The energy analysis and policy certificate (EAP) provides students with the opportunity to customize their graduate experience, adding energy training to any graduate degree program offered at the University of Wisconsin–Madison. Graduate students can complete the EAP certificate by selecting courses that meet both their degree and EAP requirements. As such, most students can add EAP onto a degree without any additional time or cost. Many prospects choose UW–Madison specifically to participate in the EAP program, while others join EAP upon learning about it after matriculation.

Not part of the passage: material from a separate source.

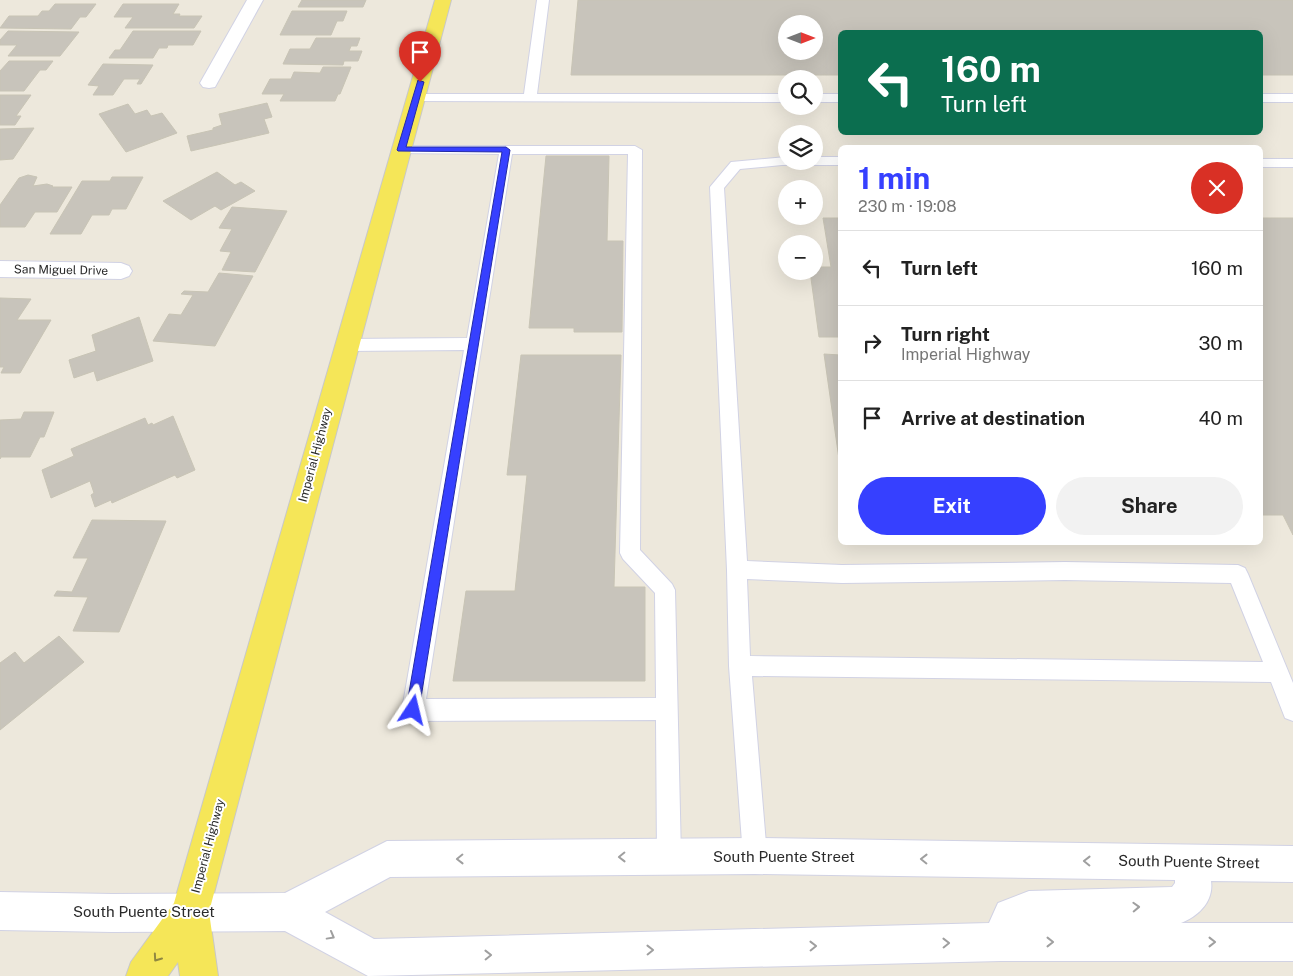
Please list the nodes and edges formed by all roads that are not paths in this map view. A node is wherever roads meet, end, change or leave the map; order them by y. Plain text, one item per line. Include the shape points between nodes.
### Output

Since its formation in 1980, EAP has provided students with the skills and knowledge needed by professionals in government, energy companies, consulting firms, and other organizations. EAP draws students from across campus. Particularly large student groups from public policy, environmental studies, engineering, and urban planning pursue the certificate because of the program's interdisciplinary curriculum which considers a wide range of technical, economic, political, and social factors that shape energy policy formulation and decision-making.
Generally, applicants to EAP should have completed at least one college-level course in each of the following areas: physical science (physics or chemistry); natural science (biological, environmental, geological, or atmospheric and oceanic); economics; an additional course in social sciences or humanities; and calculus or statistics. Occasionally, students lacking some prerequisites are admitted to the program, and the EAP admissions committee recommends courses to make up deficiencies. Each EAP student must complete six courses (18 credits): an introductory course; one course each in energy policy, energy economics/business, energy technology, and environmental studies; and a capstone seminar.
EAP is not available as a stand-alone graduate degree. Master's and doctoral students who complete the requirements receive a certificate in EAP to supplement their graduate degree. Doctoral students may count the program as a distributed minor.